Global F tests and Family-Wise Error Rates

Code for Biostatistics Methods 2, UMass-Amherst, Spring 2014

by Nicholas Reich

If you have a lot of predictor variables, you should consider using global F tests. Here is a toy example that shows why.

We start by picking a number of observations and the number of parameters in our model, \( p \). We then generate \( p-1 \) independent covariates, plus a column of 1s for the design matrix.

nObs <- 1000
p <- 100
x <- matrix(rnorm(nObs * p), nrow = nObs)
x <- data.frame(1, x)
colNames <- paste0("x", 1:p)
colnames(x) <- colNames

Now we will generate our $y$s completely independently of all of our covariates. None of our \( x \) variables are associated with our outcome!

y <- rnorm(nObs)

But if we fit a linear model that assumes that there ARE relationships bewteen our outcome and all of our \( x \) variables, do we see any individually significant \( \betas \)? If so, how many are significant and are these indiciative of real associations?
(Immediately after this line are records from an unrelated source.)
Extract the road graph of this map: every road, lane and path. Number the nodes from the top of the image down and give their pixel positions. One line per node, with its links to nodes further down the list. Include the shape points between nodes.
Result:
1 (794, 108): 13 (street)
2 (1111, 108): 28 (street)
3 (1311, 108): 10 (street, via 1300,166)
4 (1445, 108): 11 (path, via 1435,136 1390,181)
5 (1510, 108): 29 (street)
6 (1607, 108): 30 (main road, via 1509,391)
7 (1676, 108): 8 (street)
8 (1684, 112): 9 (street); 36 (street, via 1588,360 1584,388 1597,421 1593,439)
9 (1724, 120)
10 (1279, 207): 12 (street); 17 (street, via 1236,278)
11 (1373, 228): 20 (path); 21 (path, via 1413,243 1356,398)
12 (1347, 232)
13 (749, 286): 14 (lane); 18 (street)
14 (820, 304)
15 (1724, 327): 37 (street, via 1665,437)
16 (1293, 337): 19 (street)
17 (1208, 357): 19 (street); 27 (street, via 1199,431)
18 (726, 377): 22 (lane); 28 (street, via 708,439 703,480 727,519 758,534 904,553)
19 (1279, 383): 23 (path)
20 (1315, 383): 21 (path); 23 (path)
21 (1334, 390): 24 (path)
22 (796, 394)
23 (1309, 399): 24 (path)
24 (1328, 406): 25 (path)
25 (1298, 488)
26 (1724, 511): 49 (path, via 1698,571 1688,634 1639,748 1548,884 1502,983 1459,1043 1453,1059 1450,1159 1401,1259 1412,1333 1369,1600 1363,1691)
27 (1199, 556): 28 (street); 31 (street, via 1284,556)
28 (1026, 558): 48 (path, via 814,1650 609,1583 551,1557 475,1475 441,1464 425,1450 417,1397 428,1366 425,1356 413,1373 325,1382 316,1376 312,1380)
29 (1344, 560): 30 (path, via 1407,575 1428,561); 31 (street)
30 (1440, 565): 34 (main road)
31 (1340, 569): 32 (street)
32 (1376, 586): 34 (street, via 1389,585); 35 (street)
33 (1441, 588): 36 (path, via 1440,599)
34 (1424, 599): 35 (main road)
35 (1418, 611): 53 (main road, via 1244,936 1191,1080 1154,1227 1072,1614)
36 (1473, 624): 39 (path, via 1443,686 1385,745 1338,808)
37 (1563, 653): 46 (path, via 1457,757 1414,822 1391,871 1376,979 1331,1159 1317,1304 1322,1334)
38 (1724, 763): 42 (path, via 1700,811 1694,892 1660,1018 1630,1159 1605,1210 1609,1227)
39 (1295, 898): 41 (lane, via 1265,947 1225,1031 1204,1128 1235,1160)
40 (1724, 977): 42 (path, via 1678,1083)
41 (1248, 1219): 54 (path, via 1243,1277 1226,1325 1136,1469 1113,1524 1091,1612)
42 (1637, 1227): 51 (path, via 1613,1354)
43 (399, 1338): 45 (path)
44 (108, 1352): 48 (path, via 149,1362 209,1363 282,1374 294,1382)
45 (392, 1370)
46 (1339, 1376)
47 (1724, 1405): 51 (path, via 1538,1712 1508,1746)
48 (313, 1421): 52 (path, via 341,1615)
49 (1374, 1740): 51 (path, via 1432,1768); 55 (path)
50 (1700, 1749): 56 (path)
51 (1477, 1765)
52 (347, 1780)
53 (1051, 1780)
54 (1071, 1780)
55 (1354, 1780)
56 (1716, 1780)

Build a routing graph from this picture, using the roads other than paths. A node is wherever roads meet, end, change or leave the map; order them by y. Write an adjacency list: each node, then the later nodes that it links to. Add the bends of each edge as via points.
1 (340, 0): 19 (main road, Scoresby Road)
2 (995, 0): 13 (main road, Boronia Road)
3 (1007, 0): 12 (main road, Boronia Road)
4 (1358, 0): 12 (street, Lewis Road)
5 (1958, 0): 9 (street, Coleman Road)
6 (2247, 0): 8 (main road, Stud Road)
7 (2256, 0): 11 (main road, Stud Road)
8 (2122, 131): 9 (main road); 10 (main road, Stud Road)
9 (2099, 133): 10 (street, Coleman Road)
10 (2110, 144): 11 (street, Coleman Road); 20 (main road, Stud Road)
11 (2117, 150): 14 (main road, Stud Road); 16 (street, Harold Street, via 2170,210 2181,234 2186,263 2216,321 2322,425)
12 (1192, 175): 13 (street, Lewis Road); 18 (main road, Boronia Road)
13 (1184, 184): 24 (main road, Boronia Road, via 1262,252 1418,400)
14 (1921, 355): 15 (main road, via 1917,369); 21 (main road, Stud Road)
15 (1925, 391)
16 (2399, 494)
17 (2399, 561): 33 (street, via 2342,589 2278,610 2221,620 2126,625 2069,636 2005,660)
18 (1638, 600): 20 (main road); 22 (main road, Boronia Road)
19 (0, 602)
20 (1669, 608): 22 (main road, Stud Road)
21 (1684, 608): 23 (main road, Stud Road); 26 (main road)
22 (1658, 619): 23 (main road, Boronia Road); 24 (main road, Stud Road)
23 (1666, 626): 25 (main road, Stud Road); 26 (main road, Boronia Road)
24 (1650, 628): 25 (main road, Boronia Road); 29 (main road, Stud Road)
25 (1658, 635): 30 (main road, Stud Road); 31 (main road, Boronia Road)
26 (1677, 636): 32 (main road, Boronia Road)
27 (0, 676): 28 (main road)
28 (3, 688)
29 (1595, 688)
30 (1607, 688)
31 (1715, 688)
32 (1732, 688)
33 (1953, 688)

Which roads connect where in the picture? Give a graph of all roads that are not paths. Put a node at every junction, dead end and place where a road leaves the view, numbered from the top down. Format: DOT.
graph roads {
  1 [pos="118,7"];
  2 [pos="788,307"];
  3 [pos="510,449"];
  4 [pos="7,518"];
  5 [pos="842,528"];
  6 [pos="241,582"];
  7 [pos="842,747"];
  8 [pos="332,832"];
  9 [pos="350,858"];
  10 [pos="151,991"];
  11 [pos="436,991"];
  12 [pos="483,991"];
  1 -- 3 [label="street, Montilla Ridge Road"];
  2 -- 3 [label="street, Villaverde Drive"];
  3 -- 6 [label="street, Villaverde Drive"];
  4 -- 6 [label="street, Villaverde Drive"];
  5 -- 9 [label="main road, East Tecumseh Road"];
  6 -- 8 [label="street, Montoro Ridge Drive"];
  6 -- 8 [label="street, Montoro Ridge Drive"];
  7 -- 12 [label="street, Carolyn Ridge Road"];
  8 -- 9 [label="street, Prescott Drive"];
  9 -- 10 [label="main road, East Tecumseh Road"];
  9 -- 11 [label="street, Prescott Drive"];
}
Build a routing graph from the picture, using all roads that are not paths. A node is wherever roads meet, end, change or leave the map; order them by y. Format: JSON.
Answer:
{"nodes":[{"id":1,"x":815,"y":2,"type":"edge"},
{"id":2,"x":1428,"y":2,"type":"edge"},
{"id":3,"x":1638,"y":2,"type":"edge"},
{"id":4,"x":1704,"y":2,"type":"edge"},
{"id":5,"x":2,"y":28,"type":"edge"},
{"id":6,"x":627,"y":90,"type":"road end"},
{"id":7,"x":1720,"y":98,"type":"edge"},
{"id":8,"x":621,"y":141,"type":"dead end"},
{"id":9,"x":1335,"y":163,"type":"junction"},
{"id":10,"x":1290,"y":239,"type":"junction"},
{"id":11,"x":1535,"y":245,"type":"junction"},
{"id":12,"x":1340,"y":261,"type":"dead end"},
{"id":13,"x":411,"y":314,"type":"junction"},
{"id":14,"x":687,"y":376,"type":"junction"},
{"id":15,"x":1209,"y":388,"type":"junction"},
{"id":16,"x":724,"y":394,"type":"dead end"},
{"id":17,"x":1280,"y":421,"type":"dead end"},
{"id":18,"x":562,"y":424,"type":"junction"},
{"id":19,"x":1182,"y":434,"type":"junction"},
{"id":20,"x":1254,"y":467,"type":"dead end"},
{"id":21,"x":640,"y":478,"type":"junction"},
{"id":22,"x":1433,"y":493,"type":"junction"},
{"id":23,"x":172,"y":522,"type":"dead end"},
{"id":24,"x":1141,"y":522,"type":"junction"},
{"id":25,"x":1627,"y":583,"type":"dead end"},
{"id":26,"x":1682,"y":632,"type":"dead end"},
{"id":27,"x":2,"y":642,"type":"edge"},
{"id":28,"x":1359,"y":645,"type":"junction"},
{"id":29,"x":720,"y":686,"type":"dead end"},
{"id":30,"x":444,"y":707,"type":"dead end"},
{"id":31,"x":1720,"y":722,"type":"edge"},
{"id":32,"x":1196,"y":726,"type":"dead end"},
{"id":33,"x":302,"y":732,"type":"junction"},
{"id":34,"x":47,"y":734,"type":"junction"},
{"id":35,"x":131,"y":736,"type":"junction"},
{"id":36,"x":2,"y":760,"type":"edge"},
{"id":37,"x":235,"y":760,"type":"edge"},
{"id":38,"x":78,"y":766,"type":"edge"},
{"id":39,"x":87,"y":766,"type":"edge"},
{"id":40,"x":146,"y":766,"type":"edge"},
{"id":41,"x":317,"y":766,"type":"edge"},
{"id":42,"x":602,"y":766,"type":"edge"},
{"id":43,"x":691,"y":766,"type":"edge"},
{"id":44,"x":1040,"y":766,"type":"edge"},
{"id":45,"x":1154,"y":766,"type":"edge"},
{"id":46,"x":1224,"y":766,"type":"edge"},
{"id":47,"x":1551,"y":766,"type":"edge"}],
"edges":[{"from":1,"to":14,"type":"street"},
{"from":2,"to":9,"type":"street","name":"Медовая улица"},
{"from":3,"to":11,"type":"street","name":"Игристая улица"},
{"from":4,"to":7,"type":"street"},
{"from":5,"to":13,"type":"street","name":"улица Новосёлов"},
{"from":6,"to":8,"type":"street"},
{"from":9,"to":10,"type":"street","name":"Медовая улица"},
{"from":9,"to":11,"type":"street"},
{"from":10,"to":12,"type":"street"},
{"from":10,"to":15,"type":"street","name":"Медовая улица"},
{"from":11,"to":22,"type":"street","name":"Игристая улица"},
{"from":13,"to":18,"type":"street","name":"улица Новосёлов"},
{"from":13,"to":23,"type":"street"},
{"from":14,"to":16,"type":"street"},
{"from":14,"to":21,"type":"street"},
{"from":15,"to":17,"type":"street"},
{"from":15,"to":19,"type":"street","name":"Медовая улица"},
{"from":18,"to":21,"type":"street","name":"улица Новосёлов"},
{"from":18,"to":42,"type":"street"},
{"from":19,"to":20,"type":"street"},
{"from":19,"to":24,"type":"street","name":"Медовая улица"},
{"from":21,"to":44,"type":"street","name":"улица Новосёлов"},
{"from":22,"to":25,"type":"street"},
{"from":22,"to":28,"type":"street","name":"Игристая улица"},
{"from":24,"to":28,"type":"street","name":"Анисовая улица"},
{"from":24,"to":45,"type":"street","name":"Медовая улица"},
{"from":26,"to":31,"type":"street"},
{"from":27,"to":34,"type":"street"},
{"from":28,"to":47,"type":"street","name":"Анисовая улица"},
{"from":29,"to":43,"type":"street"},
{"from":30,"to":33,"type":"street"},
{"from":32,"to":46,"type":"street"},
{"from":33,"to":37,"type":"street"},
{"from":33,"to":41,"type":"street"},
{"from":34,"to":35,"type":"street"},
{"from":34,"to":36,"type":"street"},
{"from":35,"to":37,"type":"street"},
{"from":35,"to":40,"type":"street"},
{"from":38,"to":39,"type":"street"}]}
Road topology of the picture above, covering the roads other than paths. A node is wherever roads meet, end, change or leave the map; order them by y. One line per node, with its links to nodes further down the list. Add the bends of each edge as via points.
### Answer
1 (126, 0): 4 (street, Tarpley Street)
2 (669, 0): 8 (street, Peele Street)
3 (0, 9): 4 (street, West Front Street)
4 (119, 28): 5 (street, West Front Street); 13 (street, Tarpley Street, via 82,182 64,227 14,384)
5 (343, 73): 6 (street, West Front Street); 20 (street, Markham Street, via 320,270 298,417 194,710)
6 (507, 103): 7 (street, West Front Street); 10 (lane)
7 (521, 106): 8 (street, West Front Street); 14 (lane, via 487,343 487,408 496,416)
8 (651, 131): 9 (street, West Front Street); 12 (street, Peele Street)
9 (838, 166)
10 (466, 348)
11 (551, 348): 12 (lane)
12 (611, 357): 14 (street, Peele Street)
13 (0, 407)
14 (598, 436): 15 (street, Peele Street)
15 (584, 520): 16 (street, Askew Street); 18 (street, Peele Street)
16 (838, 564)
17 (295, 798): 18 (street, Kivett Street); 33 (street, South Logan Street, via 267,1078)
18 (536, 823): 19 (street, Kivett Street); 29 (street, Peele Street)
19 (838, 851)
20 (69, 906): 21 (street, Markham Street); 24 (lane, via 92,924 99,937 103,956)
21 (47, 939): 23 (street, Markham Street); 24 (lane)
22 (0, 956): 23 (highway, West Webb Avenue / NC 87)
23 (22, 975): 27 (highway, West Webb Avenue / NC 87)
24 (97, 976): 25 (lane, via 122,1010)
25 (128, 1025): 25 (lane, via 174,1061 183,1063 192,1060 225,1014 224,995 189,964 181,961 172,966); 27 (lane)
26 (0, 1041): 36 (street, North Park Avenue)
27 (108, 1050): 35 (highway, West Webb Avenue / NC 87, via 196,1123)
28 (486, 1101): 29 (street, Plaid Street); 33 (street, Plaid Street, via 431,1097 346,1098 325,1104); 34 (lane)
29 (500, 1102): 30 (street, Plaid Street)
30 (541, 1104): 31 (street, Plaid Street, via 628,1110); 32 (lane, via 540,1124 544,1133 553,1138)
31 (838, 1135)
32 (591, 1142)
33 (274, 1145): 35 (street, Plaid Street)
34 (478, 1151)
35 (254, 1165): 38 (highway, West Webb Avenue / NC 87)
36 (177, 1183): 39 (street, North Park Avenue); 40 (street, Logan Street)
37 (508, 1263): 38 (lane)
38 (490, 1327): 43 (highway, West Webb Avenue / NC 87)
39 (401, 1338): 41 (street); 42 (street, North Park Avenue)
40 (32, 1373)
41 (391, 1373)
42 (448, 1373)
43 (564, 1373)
fmla <- formula(paste0("y ~ 0 +", paste(colNames, collapse = "+")))
mlr1 <- lm(fmla, data = x)
coefs <- summary(mlr1)$coef
sum(coefs[, "Pr(>|t|)"] < 0.05)
## [1] 2

Alternatively, we could use a Global \( F \)-test to test whether any of the \( x \) variables add significant explanatory power to our model. What conclusion do we draw from this test?

mlr0 <- lm(y ~ x1, data = x)
anova(mlr0, mlr1)
## Analysis of Variance Table
## 
## Model 1: y ~ x1
## Model 2: y ~ 0 + x1 + x2 + x3 + x4 + x5 + x6 + x7 + x8 + x9 + x10 + x11 + 
##     x12 + x13 + x14 + x15 + x16 + x17 + x18 + x19 + x20 + x21 + 
##     x22 + x23 + x24 + x25 + x26 + x27 + x28 + x29 + x30 + x31 + 
##     x32 + x33 + x34 + x35 + x36 + x37 + x38 + x39 + x40 + x41 + 
##     x42 + x43 + x44 + x45 + x46 + x47 + x48 + x49 + x50 + x51 + 
##     x52 + x53 + x54 + x55 + x56 + x57 + x58 + x59 + x60 + x61 + 
##     x62 + x63 + x64 + x65 + x66 + x67 + x68 + x69 + x70 + x71 + 
##     x72 + x73 + x74 + x75 + x76 + x77 + x78 + x79 + x80 + x81 + 
##     x82 + x83 + x84 + x85 + x86 + x87 + x88 + x89 + x90 + x91 + 
##     x92 + x93 + x94 + x95 + x96 + x97 + x98 + x99 + x100
##   Res.Df RSS Df Sum of Sq    F Pr(>F)
## 1    999 998                         
## 2    900 894 99       104 1.06   0.34

Do the results from the Global \( F \)-test and the individual \( \beta \) \( t \)-tests agree? Why?